* What you need to do *
Give the number of lines in the material below that hold "ทองด", and nothing besides.

* Records for the exercise *
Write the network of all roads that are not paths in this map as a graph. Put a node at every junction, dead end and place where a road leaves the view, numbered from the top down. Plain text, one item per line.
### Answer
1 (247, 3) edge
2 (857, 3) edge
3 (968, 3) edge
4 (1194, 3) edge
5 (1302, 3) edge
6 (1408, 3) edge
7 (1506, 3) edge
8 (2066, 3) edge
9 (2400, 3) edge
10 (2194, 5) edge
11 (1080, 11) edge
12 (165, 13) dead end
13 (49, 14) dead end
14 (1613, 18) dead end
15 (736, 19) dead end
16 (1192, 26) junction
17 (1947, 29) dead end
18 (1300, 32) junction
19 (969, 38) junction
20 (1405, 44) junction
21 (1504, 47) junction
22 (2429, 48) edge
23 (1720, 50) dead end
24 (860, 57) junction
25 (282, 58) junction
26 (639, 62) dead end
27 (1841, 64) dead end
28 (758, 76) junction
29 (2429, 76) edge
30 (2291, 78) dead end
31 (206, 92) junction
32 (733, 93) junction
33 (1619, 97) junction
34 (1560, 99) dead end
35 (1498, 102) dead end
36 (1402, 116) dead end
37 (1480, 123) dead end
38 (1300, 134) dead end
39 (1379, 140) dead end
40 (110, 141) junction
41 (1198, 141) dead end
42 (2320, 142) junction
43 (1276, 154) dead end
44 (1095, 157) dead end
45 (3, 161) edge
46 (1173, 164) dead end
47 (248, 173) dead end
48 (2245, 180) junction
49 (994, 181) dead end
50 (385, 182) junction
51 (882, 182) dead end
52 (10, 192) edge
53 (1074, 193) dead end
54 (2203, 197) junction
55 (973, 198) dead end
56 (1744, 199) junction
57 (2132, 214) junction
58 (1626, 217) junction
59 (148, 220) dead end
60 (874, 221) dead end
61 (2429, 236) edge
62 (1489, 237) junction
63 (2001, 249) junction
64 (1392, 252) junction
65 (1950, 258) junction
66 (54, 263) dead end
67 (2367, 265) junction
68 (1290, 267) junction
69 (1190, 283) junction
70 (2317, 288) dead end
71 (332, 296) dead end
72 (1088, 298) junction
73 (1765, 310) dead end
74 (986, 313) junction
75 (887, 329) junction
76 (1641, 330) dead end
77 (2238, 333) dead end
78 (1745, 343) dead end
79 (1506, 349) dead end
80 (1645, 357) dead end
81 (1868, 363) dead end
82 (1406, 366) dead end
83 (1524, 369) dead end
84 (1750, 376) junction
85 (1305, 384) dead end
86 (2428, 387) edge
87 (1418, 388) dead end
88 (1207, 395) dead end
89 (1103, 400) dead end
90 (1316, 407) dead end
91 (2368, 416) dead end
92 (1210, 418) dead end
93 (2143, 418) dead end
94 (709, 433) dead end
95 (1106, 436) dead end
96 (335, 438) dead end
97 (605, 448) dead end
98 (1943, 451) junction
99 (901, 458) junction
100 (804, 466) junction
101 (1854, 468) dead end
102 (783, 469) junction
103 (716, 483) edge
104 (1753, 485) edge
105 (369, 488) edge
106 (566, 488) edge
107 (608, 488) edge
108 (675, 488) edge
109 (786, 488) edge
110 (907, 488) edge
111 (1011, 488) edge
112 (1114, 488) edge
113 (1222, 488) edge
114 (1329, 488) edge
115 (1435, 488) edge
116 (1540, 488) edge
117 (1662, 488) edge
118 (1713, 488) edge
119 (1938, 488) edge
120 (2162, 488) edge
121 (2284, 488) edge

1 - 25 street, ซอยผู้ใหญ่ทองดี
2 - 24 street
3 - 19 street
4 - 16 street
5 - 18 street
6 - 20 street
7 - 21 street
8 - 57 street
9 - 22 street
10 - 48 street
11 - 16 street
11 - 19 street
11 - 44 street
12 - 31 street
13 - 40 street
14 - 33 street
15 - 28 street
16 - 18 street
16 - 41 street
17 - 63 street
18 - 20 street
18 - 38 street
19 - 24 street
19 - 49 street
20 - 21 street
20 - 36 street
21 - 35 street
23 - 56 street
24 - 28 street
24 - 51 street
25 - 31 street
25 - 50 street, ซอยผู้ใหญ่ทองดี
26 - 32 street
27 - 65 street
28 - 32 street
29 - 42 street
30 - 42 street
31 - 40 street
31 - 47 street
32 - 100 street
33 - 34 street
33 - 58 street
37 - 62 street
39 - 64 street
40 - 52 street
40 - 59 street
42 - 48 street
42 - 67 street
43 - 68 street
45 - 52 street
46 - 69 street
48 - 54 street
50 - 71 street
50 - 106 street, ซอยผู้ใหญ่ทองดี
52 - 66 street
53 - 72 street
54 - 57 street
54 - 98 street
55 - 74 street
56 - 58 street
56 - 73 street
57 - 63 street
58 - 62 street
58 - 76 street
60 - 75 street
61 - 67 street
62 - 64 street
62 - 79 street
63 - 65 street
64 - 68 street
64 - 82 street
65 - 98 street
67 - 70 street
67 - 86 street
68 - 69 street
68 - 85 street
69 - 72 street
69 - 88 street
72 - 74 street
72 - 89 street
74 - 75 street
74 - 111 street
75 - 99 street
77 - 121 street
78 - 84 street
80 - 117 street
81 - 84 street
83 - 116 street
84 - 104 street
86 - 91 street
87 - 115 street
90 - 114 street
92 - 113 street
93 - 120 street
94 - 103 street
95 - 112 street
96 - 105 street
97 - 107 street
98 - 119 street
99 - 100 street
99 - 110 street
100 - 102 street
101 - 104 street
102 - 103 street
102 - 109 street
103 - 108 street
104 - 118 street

* Your response *
3